To many on the tiny German island of Borkum, the Christmas festival of Klaasohm is a harmless nod to their pagan roots.
But the annual chasing of womenfolk down the streets with cow horns is facing cancellation after a television expose revealed violent beatings.
Borkum Lads Club, which has organised the festivities since the 1830s on the North Sea Frisian island, was forced to apologise for “historical actions of past years” and said it distanced itself from “any form of violence against women”.
During the festival, six members of the club - who have to be unmarried men born in Borkum with at least one island-born parent - dress up as the “Klaasohm” monster wearing woolen costumes and rampage through the town to hunt women.
The members are then tasked with beating the women’s backsides with a bull’s horn, all while being accompanied by a man in milkmaid-style clothes known as the Wiefke.

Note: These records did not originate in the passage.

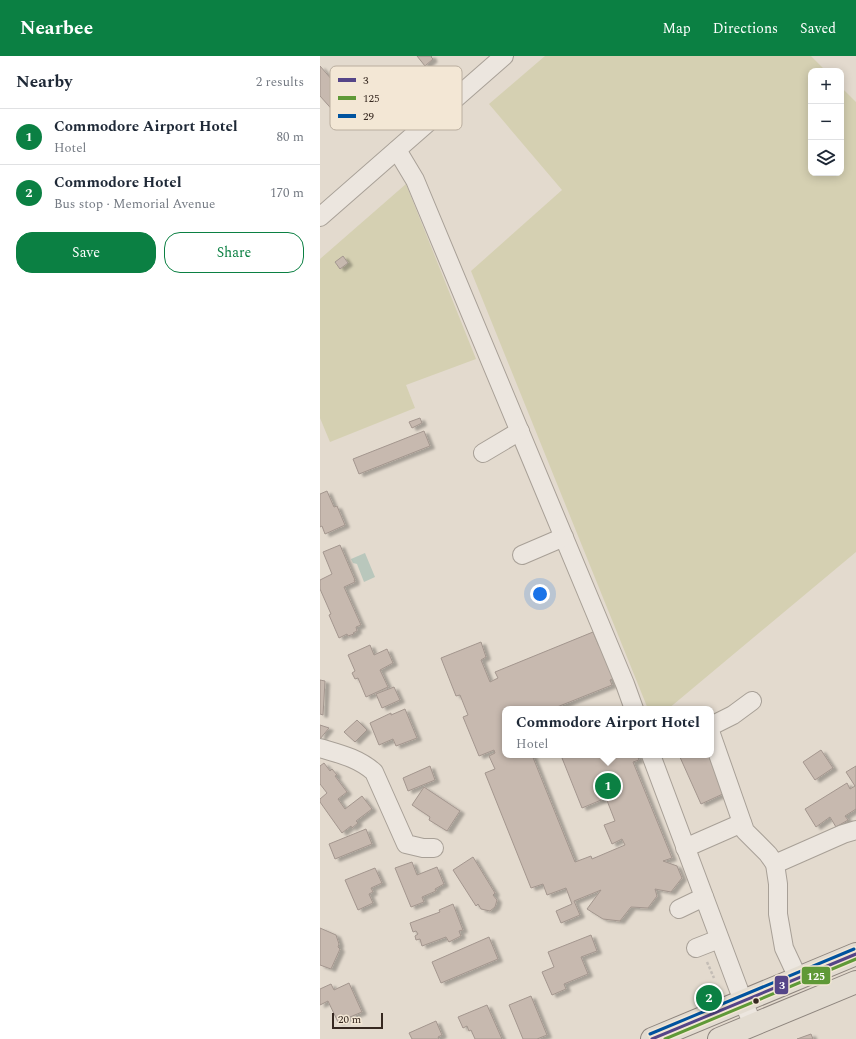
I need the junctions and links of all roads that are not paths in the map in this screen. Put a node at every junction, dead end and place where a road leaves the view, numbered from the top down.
1 (504, 56) edge
2 (462, 93) edge
3 (420, 130) edge
4 (397, 150) junction
5 (320, 217) edge
6 (520, 432) junction
7 (483, 453) dead end
8 (564, 537) junction
9 (522, 555) dead end
10 (752, 702) dead end
11 (633, 706) edge
12 (714, 724) edge
13 (714, 743) edge
14 (320, 748) edge
15 (652, 758) edge
16 (742, 823) junction
17 (856, 830) edge
18 (434, 848) dead end
19 (685, 848) junction
20 (775, 864) junction
21 (704, 897) junction
22 (679, 909) dead end
23 (719, 939) junction
24 (698, 947) road end
25 (856, 954) edge
26 (798, 978) junction
27 (856, 982) edge
28 (743, 1001) junction
29 (753, 1025) junction
30 (652, 1039) edge
31 (719, 1039) edge

1 - 2 street
3 - 4 street
4 - 5 street
4 - 6 street
6 - 7 street
6 - 8 street
8 - 9 street
8 - 11 street
10 - 12 street
13 - 16 street
14 - 18 street
15 - 19 street
16 - 19 street
16 - 20 street
17 - 20 street
19 - 21 street
20 - 26 street
21 - 22 street
21 - 23 street
23 - 24 street
23 - 28 street
25 - 26 main road
26 - 28 main road
27 - 29 main road
28 - 29 street
28 - 30 main road
29 - 31 main road

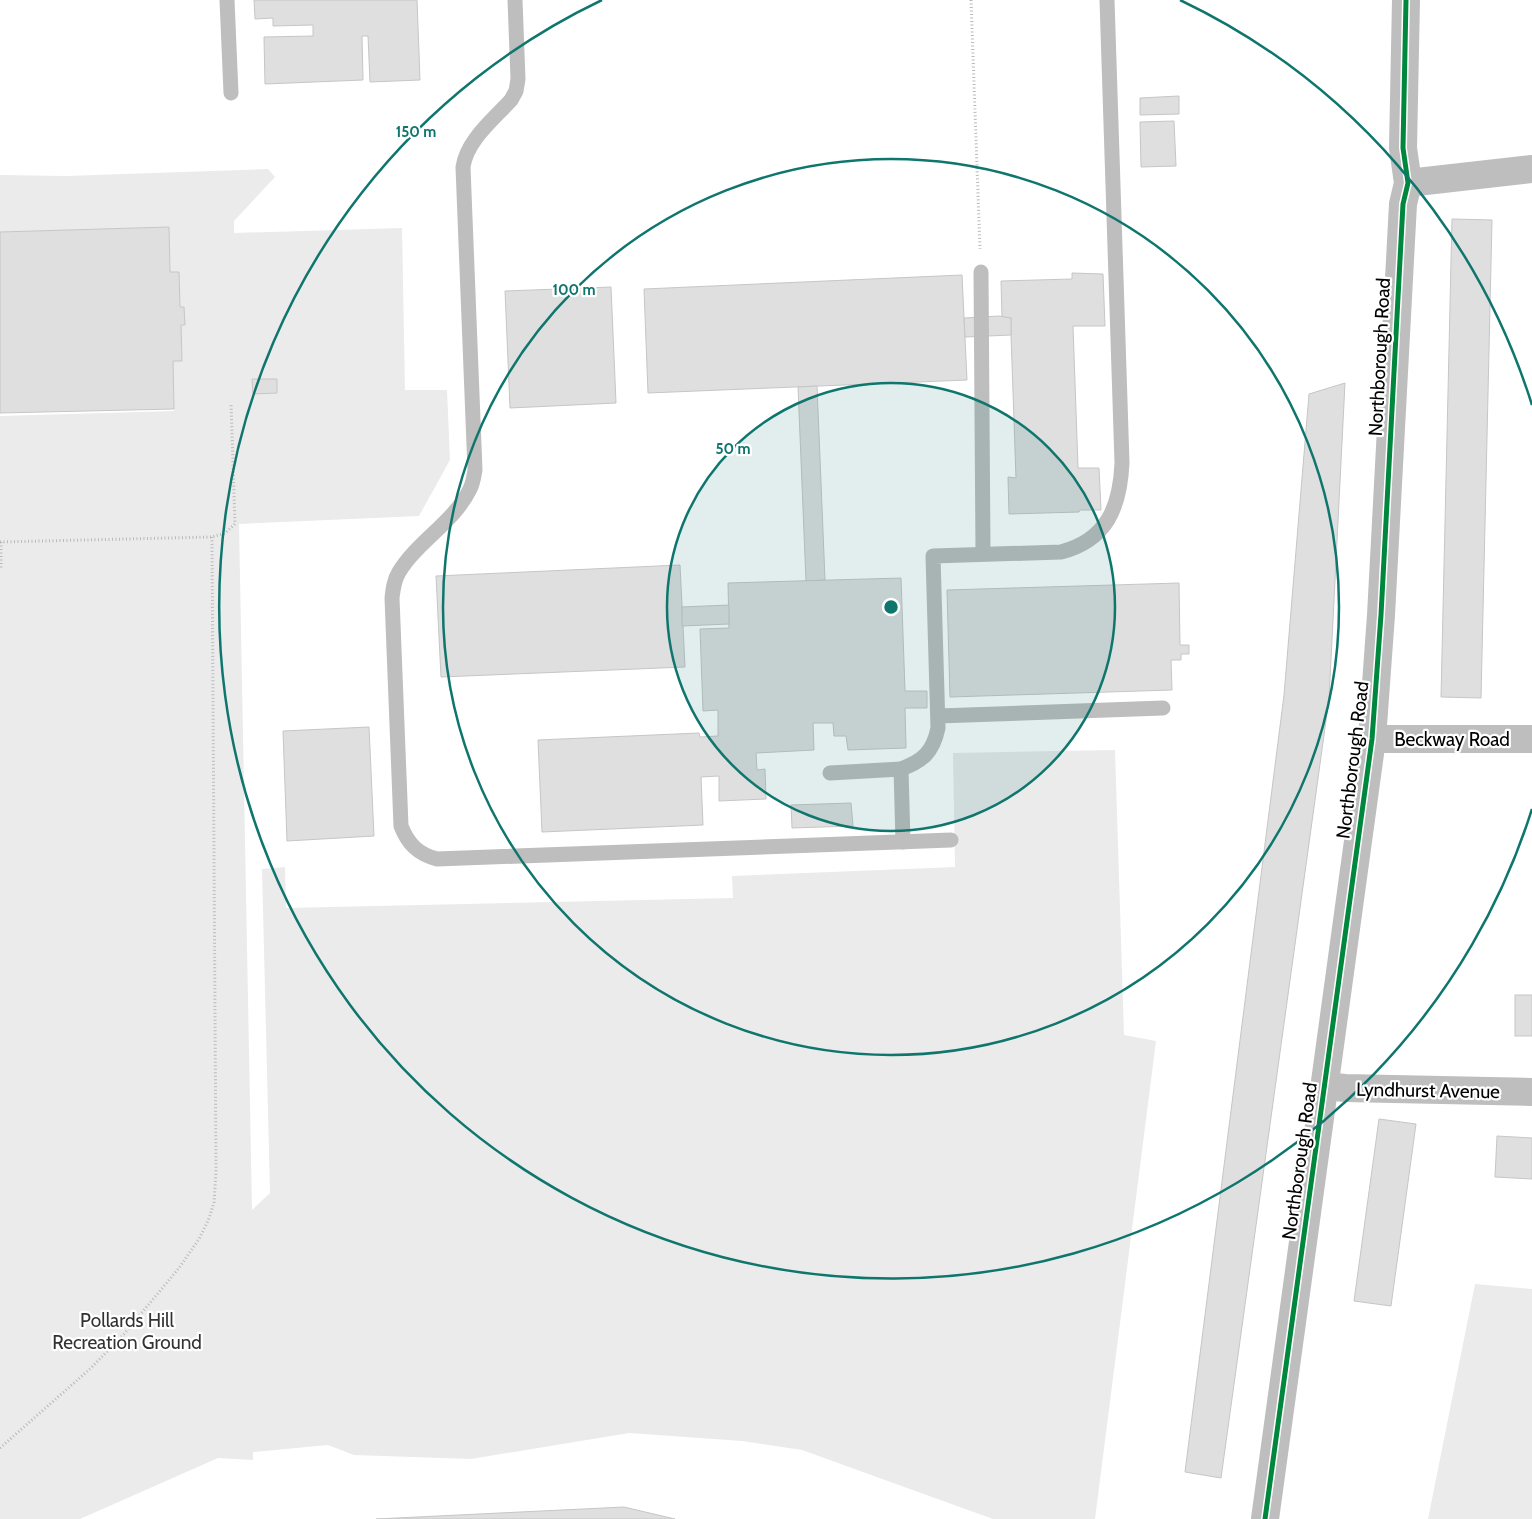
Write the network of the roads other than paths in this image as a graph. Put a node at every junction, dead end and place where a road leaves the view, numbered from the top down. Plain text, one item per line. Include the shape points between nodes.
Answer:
1 (227, 0) edge
2 (515, 0) edge
3 (1107, 0) edge
4 (1406, 0) edge
5 (231, 93) dead end
6 (1532, 169) edge
7 (1408, 183) junction
8 (981, 272) road end
9 (983, 553) junction
10 (1163, 708) dead end
11 (938, 716) junction
12 (1532, 739) edge
13 (1372, 740) junction
14 (901, 770) junction
15 (830, 773) dead end
16 (951, 840) dead end
17 (903, 842) junction
18 (1324, 1086) junction
19 (1532, 1092) edge
20 (1265, 1519) edge

1 - 5 lane
2 - 17 lane via 516,91 469,146 463,167 475,470 472,487 398,573 393,592 401,826 406,838 418,851 437,859
3 - 9 lane via 1122,464 1117,504 1110,519 1088,541 1073,549
4 - 7 street, Northborough Road via 1403,148
6 - 7 street
7 - 13 street, Northborough Road via 1402,204
8 - 9 lane
9 - 11 lane via 933,556
10 - 11 lane
11 - 14 lane via 936,740 928,752 918,763
12 - 13 street, Beckway Road
13 - 18 street, Northborough Road
14 - 15 lane
14 - 17 lane
16 - 17 lane
18 - 19 street, Lyndhurst Avenue
18 - 20 street, Northborough Road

Certain villagers known as “catchers” help with the hunt, finding women and holding them until the Klaasohms come and beat them one-by-one as villagers look on. The women are then given a gingerbread cake afterwards.
The festivities are linked to 17th and 18th century fishing seasons when the men would leave the women to run the island while they were at sea. When they came back they would run amok to “take back their island”.
However, a German Panorama documentary has exposed some of the harsh beatings and suffering that play out among the festive reenactments.